### Extracted records
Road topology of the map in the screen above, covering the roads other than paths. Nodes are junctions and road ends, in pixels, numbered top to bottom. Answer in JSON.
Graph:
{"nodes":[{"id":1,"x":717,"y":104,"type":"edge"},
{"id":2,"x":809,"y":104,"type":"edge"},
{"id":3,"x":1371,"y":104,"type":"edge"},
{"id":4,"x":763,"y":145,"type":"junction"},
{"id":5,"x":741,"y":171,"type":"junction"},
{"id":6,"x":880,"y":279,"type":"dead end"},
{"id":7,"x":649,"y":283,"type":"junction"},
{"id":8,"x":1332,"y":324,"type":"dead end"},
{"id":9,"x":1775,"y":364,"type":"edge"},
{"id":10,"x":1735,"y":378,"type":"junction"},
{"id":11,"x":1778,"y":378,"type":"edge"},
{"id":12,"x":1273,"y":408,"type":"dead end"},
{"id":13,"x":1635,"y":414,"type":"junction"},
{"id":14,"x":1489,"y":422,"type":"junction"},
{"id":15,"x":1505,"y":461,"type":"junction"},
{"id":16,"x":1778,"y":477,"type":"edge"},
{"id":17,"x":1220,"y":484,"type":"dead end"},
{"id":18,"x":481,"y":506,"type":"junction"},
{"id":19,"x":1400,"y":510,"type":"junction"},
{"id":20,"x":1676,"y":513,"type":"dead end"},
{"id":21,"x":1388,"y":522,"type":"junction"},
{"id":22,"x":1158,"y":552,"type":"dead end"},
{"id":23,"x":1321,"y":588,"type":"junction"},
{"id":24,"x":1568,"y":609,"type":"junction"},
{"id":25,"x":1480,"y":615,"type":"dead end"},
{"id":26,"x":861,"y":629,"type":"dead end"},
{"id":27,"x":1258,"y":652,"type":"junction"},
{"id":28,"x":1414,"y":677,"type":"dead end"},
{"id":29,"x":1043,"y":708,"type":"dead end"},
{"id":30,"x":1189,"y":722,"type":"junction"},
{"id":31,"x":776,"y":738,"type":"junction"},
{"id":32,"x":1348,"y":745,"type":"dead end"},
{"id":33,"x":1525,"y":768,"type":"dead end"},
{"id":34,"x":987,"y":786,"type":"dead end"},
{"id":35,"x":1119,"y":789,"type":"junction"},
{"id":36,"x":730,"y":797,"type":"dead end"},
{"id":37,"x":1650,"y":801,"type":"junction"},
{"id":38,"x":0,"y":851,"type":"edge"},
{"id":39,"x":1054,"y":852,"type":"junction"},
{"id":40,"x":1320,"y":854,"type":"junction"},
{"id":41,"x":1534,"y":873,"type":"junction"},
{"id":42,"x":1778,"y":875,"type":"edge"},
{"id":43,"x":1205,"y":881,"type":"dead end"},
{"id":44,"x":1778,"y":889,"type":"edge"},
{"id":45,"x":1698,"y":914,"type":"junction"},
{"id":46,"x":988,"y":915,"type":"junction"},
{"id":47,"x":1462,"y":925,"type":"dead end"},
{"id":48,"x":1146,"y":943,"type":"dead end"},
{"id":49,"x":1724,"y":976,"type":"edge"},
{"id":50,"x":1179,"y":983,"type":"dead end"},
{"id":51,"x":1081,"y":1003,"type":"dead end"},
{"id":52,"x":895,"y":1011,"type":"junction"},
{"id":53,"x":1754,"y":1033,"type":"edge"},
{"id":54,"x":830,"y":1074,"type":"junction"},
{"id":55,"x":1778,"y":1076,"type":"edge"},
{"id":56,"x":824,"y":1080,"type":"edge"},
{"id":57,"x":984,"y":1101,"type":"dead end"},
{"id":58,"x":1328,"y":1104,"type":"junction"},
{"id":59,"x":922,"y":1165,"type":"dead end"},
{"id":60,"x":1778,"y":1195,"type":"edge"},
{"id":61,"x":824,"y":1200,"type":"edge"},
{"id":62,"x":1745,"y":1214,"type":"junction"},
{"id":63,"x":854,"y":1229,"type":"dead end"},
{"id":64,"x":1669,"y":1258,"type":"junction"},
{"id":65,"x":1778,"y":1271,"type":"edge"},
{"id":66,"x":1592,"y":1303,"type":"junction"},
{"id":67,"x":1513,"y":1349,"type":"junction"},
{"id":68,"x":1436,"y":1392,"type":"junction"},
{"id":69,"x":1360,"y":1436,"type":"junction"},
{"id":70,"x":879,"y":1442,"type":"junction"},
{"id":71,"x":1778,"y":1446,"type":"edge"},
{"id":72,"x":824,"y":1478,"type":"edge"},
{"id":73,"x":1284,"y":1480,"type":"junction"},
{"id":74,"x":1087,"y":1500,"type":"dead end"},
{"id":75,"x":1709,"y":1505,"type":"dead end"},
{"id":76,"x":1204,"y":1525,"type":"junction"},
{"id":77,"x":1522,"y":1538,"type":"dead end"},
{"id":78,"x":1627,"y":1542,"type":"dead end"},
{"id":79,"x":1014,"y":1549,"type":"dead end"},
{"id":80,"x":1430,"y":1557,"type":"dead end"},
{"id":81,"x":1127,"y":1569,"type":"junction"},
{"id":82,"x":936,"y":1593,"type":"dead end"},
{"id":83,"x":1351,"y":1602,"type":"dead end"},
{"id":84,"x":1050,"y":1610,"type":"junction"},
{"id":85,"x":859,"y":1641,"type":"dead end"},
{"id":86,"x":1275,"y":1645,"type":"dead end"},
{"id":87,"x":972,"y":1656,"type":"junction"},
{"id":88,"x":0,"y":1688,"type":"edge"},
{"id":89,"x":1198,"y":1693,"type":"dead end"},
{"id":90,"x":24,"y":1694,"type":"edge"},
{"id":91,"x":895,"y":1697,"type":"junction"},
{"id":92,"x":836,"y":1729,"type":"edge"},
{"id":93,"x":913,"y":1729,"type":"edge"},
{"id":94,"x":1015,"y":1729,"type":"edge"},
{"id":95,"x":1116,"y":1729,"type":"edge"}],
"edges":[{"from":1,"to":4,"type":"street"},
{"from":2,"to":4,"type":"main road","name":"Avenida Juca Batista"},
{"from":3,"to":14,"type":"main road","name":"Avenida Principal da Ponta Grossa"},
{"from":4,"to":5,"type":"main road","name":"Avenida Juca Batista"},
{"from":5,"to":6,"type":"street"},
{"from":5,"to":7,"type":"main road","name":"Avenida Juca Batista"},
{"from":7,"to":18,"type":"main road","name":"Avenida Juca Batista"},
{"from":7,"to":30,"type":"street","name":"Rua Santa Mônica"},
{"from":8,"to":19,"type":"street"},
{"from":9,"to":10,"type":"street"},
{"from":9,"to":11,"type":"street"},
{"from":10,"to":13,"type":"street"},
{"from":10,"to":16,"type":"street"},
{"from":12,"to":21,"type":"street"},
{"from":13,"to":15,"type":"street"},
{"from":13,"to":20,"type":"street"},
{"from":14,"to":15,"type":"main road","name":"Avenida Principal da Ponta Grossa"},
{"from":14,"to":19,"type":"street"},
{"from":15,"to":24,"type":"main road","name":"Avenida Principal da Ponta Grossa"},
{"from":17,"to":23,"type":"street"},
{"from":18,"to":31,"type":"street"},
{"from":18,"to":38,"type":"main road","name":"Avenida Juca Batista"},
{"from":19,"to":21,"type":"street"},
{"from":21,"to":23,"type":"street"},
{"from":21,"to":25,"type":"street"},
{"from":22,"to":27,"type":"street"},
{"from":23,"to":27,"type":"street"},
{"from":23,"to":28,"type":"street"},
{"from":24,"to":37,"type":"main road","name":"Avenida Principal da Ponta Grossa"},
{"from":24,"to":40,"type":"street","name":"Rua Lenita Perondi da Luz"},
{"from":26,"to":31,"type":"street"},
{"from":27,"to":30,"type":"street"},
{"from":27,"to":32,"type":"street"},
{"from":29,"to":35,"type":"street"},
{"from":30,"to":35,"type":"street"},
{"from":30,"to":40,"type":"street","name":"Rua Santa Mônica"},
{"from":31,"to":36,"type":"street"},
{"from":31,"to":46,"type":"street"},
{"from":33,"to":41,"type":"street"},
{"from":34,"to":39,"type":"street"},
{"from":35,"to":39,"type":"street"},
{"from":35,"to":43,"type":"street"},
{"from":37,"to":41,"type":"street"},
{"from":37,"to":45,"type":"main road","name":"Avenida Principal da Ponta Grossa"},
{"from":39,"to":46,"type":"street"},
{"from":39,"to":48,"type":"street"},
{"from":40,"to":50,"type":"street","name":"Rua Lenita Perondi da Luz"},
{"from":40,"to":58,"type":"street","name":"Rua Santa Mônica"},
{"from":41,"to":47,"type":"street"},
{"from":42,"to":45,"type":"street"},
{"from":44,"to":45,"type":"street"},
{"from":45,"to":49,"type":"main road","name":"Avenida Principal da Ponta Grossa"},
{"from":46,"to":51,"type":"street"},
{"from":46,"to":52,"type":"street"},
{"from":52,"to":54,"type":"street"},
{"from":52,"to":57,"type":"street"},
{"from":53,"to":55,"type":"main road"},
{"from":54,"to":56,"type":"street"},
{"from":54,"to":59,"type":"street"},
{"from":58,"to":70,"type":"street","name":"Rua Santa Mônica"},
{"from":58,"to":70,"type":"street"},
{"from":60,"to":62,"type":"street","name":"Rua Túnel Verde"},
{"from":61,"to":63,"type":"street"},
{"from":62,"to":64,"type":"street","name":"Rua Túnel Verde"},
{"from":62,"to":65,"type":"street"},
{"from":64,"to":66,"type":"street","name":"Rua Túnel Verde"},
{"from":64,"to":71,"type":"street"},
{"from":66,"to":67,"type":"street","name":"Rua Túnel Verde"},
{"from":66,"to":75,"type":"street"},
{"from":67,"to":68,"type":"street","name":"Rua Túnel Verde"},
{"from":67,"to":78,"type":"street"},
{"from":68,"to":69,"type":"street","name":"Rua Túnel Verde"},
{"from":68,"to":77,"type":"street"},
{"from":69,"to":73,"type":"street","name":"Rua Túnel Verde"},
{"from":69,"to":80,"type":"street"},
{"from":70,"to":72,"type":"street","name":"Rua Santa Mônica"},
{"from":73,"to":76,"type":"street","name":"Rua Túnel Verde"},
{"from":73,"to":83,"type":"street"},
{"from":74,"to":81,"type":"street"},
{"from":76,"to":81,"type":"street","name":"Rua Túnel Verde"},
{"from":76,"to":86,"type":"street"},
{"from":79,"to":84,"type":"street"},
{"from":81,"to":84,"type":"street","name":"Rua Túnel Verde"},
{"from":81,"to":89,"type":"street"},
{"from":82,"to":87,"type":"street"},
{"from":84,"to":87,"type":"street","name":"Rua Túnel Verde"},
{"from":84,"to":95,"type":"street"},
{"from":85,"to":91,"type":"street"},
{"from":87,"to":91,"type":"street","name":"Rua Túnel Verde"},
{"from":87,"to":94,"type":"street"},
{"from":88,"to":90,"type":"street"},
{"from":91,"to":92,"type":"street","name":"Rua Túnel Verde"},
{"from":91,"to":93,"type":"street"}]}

### What the task asks
Write out each line above containing "Batista".

### Answer to this problem
{"from":2,"to":4,"type":"main road","name":"Avenida Juca Batista"},
{"from":4,"to":5,"type":"main road","name":"Avenida Juca Batista"},
{"from":5,"to":7,"type":"main road","name":"Avenida Juca Batista"},
{"from":7,"to":18,"type":"main road","name":"Avenida Juca Batista"},
{"from":18,"to":38,"type":"main road","name":"Avenida Juca Batista"},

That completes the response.